How Female Computers Mapped The Universe And Brought America To The Moon

The group of women computers at the Harvard College Observatory, who worked for the astronomer Edward Charles Pickering, c. 1890. (Photo: Harvard College Observatory/Public Domain)

At Harvard Observatory in the late 1800s, the hum of over a dozen computers buzzed from the busy astronomy calculation room. Devising complex calculations to map the stars, the computers worked in skirts and corsets, gripping their pencils at thick wooden desks. If you haven’t guessed, these computers were not the sort we think of today, but were teams of people using arithmetic to transform raw observational data into a useable form.

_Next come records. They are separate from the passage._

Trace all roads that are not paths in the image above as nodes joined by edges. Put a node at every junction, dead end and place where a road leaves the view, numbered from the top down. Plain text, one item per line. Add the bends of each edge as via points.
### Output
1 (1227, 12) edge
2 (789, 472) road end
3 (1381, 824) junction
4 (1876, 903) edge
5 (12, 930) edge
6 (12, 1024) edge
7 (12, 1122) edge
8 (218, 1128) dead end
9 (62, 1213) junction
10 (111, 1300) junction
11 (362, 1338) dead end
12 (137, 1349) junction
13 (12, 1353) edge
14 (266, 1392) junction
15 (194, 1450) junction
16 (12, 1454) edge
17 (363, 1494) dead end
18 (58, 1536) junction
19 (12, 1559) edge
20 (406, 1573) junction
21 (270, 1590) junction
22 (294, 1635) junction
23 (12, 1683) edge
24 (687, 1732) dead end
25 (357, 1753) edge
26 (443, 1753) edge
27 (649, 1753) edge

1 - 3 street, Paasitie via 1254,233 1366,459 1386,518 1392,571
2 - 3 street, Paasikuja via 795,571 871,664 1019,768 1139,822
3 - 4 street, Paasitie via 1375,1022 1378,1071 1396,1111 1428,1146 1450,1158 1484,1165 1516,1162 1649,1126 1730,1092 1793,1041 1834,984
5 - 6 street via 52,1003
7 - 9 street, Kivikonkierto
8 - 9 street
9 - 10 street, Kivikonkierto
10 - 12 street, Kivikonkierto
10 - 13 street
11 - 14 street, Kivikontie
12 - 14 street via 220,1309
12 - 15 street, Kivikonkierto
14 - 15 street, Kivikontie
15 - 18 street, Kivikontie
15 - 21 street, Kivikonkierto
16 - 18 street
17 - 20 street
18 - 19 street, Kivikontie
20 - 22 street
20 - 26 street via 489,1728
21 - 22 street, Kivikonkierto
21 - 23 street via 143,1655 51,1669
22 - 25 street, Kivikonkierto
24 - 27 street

Harvard’s female computers, sitting in a small room with floral wallpaper, surrounded by stacks of papers and star charts, not only advanced the field of astronomy, but created new systems to study the stars that are still used today—though the women themselves largely worked behind the scenes, a trend that continued throughout the 19th century and into the space age.

Unfortunately, the women at Harvard (these days called the “Harvard Computers”), were not exactly recognized for their individual contributions to mathematics and astronomy. At the time, they were known colloquially as “Pickering’s Harem,” and it was believed that the computing work they were doing was akin to the tedium of embroidery. 

A photo from 1913 showing the female Harvard computers with Edward Charles Pickering. (Photo: Harvard-Smithsonian Center for Astrophysics/Public Domain)

If calling these female professionals a "harem" sets off a red flag for misogyny, you’d be onto something; their hire was characterized by the ironic mix of sexism and opportunity that defined late 19th-century progressivism. While men were also employed as computers for various mathematical tasks, clerical work (barred to women before the Civil War) had begun to be viewed as "women’s work"–even when it involved intricate calculations, cataloguing, and data analysis. Many of the male scientists of the era would never have guessed that the “busywork” they handed to female computers in the late 1800s would go on to become so important. 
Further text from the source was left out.